Glaucoma : Keeping an eye on glaucoma

Glaucoma refers to a group of diseases that damage the optic nerve, which can lead to vision loss. If it remains untreated, glaucoma progresses gradually from blind spots in the peripheral vision initially, to tunnel vision later on, and finally to total blindness. In Canada, one in a hundred individuals over the age of 40 is affected.

What is glaucoma? Glaucoma refers to a group of diseases that damage the optic nerve, which can lead to vision loss. The optic nerve is a cable of over a million fibres that transmit visual information perceived by the eyes to the brain. If it remains untreated, glaucoma progresses gradually from blind spots in the peripheral vision initially, to tunnel vision later on, and finally to total blindness. In Canada, one in a hundred individuals over the age of 40 is affected.

Why should I be concerned?

Glaucoma is the second leading cause of blindness. Sometimes called the “sneak thief of sight,” glaucoma can damage vision so gradually that persons affected only notice the loss of visual acuity once the disease is at a very advanced stage.

Who is at risk?

Everyone is at risk of developing glaucoma, although some people are at a higher risk:


- Intraocular pressure: persons with elevated intraocular pressure (IOP) are at a higher risk for glaucoma. However, an elevated IOP does not necessarily lead to glaucoma.


- Age: individuals over the age of 60.


- Genetics: a family history of glaucoma.


- Ethnic background: persons of African descent are six to eight times more likely to develop glaucoma than Caucasians. Mexicans and Asians are also at a higher risk.


- Other diseases: diabetes is known to increase the risk of suffering from glaucoma, as is hypertension and certain heart problems.

Are all cases of glaucoma the same?

There are several types of glaucoma. The most common are primary open-angle glaucoma and acute closed-angle glaucoma. These two types of glaucoma can appear suddenly and without warning, or can have a readily identifiable cause such as an injury, inflammation, tumour, severe cataract or diabetes. Glaucoma can affect one or both eyes.

How does glaucoma appear?

The anterior chamber, an area in the front of the eye, contains a clear liquid called the aqueous humour, which circulates in order to nourish the surrounding tissue. This fluid exits the chamber through drainage canals located in the angle where the cornea meets the iris.

In primary open-angle glaucoma, the drainage angle formed between the cornea and the iris remains open, but the drainage canals are partially blocked, which means the aqueous humour is not drained quickly enough. In the long run, this overly slow drainage increases the IOP, which can eventually damage the optic nerve.

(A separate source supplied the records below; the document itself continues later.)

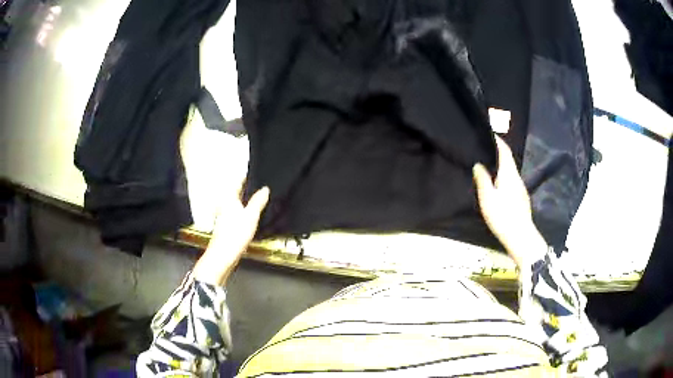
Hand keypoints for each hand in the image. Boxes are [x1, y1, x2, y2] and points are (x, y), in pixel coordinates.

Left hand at [192, 183, 269, 285]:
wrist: (223, 255)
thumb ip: (258, 201)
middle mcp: (223, 206)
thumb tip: (265, 189)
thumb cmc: (234, 236)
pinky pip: (234, 214)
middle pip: (235, 193)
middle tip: (254, 185)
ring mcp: (223, 217)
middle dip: (244, 189)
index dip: (245, 177)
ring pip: (234, 204)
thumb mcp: (251, 216)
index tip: (251, 173)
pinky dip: (241, 212)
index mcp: (228, 199)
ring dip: (243, 201)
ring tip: (253, 199)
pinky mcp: (225, 227)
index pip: (237, 182)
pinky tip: (247, 217)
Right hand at [472, 135, 545, 266]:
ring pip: (510, 171)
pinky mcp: (521, 198)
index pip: (505, 151)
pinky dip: (504, 175)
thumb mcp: (488, 199)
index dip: (498, 141)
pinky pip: (511, 180)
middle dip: (498, 152)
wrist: (521, 237)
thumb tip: (477, 164)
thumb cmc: (503, 217)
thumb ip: (482, 180)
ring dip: (500, 165)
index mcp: (509, 174)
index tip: (489, 133)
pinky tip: (497, 184)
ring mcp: (521, 189)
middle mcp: (517, 178)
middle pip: (508, 160)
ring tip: (487, 165)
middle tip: (484, 149)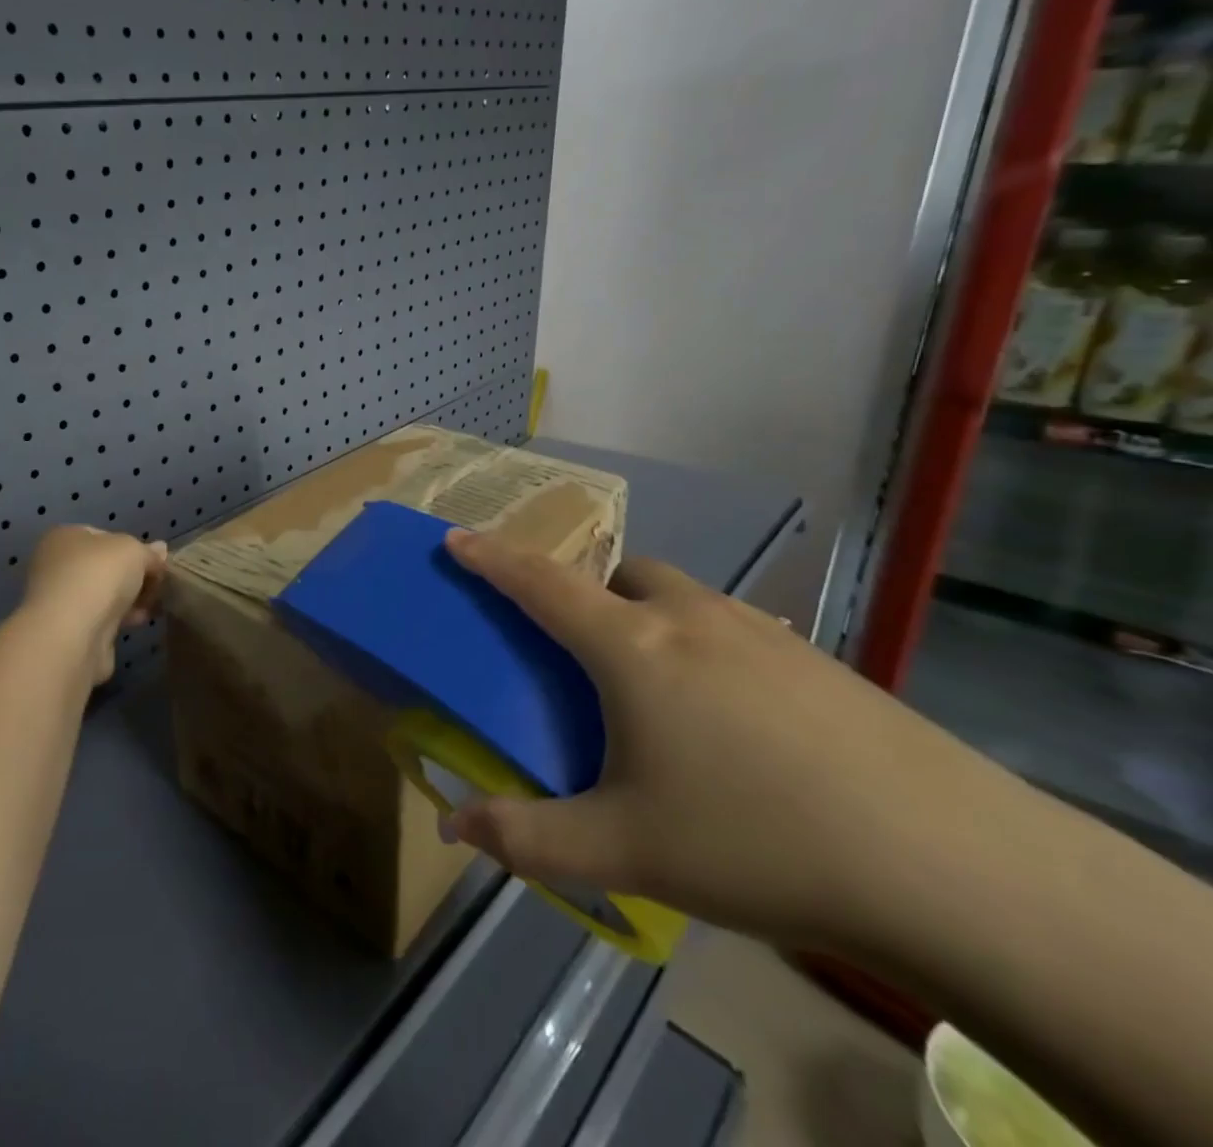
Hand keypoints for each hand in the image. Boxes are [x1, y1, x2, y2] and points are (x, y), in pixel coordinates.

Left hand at [21, 526, 168, 681]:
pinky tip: (140, 620)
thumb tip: (160, 551)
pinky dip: (120, 618)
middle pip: (104, 566)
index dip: (132, 546)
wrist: (74, 635)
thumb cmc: (99, 576)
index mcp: (64, 537)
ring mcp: (60, 600)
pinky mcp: (68, 630)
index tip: (153, 561)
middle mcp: (56, 565)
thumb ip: (148, 552)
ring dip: (128, 598)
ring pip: (103, 593)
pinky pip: (101, 618)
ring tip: (154, 603)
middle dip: (132, 575)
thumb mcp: (134, 551)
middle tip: (157, 583)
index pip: (103, 536)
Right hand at [441, 529, 986, 948]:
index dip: (491, 557)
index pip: (540, 583)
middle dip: (585, 594)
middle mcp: (688, 618)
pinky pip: (731, 627)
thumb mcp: (625, 851)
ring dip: (646, 617)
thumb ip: (527, 837)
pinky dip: (704, 646)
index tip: (457, 538)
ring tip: (658, 691)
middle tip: (581, 653)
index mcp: (630, 648)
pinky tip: (734, 719)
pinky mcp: (815, 658)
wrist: (952, 866)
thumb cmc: (756, 842)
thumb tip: (453, 826)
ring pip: (678, 597)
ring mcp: (759, 631)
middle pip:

The problem with open-angle glaucoma is that the optic nerve damage does not cause any pain and occurs so slowly that a significant amount of vision can be lost before the person even realizes it. It is therefore very important to get regular eye exams.

Closed-angle glaucoma, on the other hand, usually appears abruptly, when the iris suddenly blocks the drainage angle formed between the cornea and iris. Since the aqueous humour can no longer drain out of the eye, the IOP quickly increases and causes characteristic symptoms: significant eye pain, nausea and vomiting, blurred vision, halos around lights, sudden visual disturbances. This type of glaucoma is considered a medical emergency.

What can I do to avoid glaucoma?

Early diagnosis and treatment can minimize or prevent optic nerve damage and limit glaucoma-related vision loss. A routine eye exam is recommended every two years in adults under the age of 60, and every year in those over 60. Individuals in whom the risk is greater, including persons of African descent, could benefit from more frequent exams. During these exams, an optometrist or ophthalmologist uses various instruments to measure IOP, visual acuity and the state of various eye structures, such as the optic nerve.

Is it treatable?

The treatment for glaucoma aims to reduce the production of aqueous humour, to facilitate its flow, or both. There is no cure for glaucoma and once lesions have occurred, they cannot be reversed. Regular treatment and monitoring, however, can prevent vision loss if the disease is detected early. If vision loss has already occurred, proper treatment can slow or prevent further damage.

Glaucoma treatment often begins with the daily administration of eye drops. There are several types of drops, and they are used in different ways. Make sure to use the drops as prescribed by your physician, otherwise they may be less effective. Having your pharmacist regularly check your eye drop application technique may help increase the efficacy of these products, while also reducing the risk of adverse effects stemming from them.

For individuals in whom drops are not sufficient, medication taken orally or certain surgical procedures may be considered.

Early detection and treatment of glaucoma are the best ways to prevent vision loss, so make sure to visit your eyecare professional on a regular basis. If you have been prescribed eye drops to treat glaucoma, use them as recommended by your doctor or pharmacist. It could save your eyesight!